→ Assigned task:
Among the records, find the lines that hold the string "graph" and return them.

(Stored records)

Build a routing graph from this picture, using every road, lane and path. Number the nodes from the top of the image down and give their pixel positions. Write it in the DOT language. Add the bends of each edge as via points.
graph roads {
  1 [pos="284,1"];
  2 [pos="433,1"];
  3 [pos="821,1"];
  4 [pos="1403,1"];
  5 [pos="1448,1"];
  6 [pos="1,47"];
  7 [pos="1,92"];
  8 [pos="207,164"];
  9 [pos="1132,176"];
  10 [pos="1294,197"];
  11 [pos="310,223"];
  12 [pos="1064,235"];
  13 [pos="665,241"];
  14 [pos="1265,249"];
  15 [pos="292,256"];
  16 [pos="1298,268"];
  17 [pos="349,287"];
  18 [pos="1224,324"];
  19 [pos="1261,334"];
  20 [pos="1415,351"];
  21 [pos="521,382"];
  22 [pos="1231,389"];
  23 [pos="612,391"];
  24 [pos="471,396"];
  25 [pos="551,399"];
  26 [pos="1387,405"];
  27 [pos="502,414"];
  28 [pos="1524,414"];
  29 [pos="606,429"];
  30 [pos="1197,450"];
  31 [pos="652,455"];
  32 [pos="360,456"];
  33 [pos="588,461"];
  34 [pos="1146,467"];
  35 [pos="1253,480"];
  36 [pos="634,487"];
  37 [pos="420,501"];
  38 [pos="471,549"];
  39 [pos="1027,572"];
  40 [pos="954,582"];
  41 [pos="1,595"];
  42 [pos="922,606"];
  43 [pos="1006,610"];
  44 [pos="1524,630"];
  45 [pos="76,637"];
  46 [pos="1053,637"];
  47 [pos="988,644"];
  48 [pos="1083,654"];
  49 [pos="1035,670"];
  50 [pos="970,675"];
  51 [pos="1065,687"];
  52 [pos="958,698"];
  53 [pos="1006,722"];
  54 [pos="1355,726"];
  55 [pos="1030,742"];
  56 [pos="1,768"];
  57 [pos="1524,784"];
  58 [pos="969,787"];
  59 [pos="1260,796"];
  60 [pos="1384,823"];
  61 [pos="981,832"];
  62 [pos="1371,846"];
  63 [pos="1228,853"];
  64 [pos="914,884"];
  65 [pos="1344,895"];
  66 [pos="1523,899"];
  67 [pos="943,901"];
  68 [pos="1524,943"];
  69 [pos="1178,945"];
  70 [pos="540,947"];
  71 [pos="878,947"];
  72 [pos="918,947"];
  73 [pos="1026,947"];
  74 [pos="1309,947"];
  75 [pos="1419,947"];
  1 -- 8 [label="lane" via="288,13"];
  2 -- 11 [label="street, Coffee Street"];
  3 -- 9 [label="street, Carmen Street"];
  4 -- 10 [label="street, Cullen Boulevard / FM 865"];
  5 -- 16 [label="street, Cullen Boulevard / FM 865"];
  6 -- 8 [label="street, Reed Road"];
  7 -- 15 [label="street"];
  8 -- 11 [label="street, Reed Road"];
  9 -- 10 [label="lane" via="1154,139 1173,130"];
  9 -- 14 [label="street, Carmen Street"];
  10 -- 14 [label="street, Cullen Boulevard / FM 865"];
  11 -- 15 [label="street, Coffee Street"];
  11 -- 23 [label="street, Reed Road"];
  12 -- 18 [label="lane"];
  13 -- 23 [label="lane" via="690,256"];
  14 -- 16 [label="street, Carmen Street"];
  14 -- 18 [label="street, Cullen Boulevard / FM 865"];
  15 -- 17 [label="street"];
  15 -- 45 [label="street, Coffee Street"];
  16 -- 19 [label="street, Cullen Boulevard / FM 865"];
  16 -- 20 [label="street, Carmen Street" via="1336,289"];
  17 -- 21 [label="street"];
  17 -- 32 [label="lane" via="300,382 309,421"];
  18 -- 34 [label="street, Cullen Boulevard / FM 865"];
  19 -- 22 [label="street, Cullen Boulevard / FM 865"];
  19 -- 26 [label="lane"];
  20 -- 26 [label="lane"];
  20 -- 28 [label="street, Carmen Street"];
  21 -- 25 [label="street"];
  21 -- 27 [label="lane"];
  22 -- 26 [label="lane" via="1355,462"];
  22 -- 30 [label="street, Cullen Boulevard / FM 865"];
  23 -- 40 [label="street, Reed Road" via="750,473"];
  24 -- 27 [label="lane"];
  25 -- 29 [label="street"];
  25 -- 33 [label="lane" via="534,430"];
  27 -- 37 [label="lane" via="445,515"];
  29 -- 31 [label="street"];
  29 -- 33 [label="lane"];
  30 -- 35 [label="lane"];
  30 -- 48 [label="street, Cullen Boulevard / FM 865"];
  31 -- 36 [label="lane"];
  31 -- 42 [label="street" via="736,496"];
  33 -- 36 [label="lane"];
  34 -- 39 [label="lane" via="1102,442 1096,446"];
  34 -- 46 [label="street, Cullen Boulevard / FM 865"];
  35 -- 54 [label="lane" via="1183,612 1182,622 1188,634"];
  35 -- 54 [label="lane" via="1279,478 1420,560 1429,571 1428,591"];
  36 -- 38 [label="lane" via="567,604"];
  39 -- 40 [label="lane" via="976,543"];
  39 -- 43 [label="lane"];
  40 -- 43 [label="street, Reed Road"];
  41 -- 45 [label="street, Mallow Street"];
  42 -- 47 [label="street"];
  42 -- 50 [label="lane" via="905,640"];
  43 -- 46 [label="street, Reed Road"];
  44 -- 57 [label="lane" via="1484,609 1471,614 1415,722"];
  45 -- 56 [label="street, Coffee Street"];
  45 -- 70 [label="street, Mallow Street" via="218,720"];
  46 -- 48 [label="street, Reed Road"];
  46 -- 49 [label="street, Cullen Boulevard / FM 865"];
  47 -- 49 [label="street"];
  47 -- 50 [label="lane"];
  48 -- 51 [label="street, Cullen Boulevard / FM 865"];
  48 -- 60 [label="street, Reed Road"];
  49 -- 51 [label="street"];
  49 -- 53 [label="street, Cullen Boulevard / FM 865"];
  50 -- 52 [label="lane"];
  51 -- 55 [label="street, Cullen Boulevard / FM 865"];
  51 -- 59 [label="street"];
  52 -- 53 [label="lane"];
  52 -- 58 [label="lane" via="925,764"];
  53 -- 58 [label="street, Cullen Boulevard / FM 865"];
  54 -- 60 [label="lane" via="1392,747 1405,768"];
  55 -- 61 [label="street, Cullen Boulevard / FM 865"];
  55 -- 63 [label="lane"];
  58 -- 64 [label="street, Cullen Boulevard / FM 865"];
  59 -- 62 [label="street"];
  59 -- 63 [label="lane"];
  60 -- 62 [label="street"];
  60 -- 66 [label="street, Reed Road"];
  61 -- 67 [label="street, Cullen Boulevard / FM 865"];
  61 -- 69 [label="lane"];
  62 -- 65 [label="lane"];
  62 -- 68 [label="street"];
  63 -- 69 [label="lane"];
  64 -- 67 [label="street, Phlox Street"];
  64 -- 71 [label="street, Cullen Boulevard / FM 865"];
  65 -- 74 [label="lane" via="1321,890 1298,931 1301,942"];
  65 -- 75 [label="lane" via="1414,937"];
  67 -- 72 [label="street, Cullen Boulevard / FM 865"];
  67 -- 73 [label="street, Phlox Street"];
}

→ Reply to the task:
Build a routing graph from this picture, using every road, lane and path. Number the nodes from the top of the image down and give their pixel positions. Write it in the DOT language. Add the bends of each edge as via points.
graph roads {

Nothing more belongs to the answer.